The last, but not least, key benefit of XBRL is the potential for validation to check data, catch issues, and improve quality. Validation rules can be natively defined and implemented to run on standard XBRL tools. Validation outcomes depend on levels of precision set for the data; the ability to adjust these adds sensitivity to the validation controls.
Advantages of xBRL-CSV
On top of the general benefits of XBRL, the most important additional advantage of xBRL-CSV is that it produces dramatically smaller files, making reports substantially easier to produce, handle, send and store. Figure 5 shows a comparison of two reports, with the same data captured in traditional, XML-based XBRL 2.1 and in xBRL-CSV formats. Even without a great deal of technical knowledge, it is clear that in the XML report the metadata is taking up a lot of space, and the reported data – shown in white – is only a fraction of the content of the code. The data in xBRL-CSV is notably more compact.
Overall, using xBRL-CSV for AnaCredit data reduces file size by almost a factor of ten, in a linear ratio. For example, a table with 300,000 rows produces a 62 Mb file in xBRL-CSV and a 574 Mb file in XBRL 2.1. For a table with 3,000,000 rows those numbers are 622 Mb and 5,744 Mb respectively.
xBRL-CSV files are also easily readable and editable. All the data is contained in a simple CSV file or files, while the metadata are defined in a very small separate JSON file, as are table properties. This makes it easy for filers and other users to focus on the data; it is very straightforward to access specific data and to edit the CSV files without XBRL knowledge, using widespread and familiar tools. This rapid access to data also potentially facilitates the validation process.
A basis for experimentation
This proof of concept gives us a good basis to prepare for integrated reporting of more granular data, including insights into how to proceed with experiments on large volumes of real data, and how to meet validation needs and challenges. As I mentioned, we are not working to change AnaCredit per se, but to understand how to apply xBRL-CSV to large datasets to streamline reporting.

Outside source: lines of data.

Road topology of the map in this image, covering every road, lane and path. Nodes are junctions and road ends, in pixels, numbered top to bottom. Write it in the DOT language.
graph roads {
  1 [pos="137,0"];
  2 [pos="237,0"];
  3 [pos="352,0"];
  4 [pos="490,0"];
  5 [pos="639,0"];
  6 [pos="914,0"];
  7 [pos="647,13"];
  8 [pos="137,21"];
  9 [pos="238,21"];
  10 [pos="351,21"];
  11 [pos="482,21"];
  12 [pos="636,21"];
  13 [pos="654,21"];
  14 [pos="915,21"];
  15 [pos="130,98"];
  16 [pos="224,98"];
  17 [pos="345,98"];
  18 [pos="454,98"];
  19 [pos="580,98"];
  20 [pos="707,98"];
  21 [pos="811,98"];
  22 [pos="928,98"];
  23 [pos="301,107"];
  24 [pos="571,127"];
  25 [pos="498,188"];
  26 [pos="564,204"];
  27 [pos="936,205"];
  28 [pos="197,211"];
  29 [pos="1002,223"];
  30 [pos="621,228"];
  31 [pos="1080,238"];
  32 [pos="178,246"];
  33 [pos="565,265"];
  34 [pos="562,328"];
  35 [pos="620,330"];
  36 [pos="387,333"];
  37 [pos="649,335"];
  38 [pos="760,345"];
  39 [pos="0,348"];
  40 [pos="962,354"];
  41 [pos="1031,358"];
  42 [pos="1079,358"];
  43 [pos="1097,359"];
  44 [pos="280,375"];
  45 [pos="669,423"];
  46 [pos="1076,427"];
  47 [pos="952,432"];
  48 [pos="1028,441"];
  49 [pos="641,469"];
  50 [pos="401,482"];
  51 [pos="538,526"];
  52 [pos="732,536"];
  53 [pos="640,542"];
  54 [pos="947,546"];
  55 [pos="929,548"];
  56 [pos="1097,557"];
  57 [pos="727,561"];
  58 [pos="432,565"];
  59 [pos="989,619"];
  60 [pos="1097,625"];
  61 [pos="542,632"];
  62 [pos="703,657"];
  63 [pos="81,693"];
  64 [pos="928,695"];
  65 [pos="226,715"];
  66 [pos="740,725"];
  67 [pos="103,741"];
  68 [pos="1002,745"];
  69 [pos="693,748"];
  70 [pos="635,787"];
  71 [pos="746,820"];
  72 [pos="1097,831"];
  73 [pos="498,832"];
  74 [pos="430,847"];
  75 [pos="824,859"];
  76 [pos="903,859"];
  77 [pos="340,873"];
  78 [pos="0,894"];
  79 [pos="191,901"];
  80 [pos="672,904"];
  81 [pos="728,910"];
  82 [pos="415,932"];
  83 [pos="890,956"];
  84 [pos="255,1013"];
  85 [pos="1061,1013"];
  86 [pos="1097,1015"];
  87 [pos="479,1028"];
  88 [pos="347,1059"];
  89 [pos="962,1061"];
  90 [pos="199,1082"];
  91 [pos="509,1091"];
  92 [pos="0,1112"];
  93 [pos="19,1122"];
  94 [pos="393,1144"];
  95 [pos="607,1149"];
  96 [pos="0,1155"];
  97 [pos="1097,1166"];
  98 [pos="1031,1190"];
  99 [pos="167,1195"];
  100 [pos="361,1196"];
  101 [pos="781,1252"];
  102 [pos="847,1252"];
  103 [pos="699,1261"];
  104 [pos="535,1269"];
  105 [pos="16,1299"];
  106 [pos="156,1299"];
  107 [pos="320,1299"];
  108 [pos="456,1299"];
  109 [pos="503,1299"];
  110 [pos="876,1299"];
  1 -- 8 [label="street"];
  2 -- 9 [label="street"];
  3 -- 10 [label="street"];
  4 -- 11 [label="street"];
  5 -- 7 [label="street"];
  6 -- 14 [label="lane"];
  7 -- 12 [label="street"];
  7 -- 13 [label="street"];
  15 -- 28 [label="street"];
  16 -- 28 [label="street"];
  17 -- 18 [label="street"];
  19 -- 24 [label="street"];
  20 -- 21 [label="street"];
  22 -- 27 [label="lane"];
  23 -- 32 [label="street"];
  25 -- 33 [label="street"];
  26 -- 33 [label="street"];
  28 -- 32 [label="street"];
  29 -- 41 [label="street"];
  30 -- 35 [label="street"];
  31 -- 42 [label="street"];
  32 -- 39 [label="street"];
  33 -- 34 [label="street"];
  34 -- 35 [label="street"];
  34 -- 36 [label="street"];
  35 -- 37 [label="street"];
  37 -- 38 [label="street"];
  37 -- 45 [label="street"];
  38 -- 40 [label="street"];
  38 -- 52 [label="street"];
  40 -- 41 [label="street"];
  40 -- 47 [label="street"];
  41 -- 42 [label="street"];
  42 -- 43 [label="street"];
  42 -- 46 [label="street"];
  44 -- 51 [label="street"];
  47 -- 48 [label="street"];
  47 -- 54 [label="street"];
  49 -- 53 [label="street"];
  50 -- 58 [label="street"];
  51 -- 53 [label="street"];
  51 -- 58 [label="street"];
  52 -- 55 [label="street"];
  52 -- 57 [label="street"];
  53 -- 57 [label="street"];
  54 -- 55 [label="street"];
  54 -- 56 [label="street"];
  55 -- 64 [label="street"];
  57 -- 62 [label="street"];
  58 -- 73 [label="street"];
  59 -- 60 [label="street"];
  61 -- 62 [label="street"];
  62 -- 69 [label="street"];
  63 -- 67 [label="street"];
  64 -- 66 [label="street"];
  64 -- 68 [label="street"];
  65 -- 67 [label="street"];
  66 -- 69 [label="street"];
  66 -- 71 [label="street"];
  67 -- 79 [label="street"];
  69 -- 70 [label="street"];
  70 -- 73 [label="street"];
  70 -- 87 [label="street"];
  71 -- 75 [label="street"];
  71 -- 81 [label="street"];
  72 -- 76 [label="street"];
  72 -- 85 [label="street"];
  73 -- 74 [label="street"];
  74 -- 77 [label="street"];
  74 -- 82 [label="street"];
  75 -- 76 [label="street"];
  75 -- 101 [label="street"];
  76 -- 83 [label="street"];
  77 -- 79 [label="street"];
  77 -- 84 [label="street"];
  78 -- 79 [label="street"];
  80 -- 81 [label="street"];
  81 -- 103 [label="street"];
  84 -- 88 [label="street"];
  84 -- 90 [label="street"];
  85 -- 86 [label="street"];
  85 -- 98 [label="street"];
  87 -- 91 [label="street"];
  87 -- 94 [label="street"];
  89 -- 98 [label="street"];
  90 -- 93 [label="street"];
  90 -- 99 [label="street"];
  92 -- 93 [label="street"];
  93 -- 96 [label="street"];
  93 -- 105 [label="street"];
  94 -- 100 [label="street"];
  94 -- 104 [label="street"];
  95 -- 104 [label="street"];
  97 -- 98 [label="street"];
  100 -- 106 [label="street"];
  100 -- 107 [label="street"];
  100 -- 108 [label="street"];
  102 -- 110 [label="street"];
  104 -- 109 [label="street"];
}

This is only the beginning of our work, and we intend it to serve as a basis for more experimentation. Some of our next steps might include adding more AnaCredit tables to the DPM, which would also allow us to test and analyse existing AnaCredit validation controls between and within tables, as well as implementing and assessing further compatible validation. We would also like to add multi-language labels to illustrate this functionality, and to experiment with real anonymised data if possible.
There is no doubt that trends in reporting are moving towards the collection of larger volumes of more granular data, but this data is meaningless unless it can be handled and analysed effectively. So far, xBRL-CSV appears to offer an efficient and practical solution for future reporting, particularly in bringing together and making sense of information from varied jurisdictions.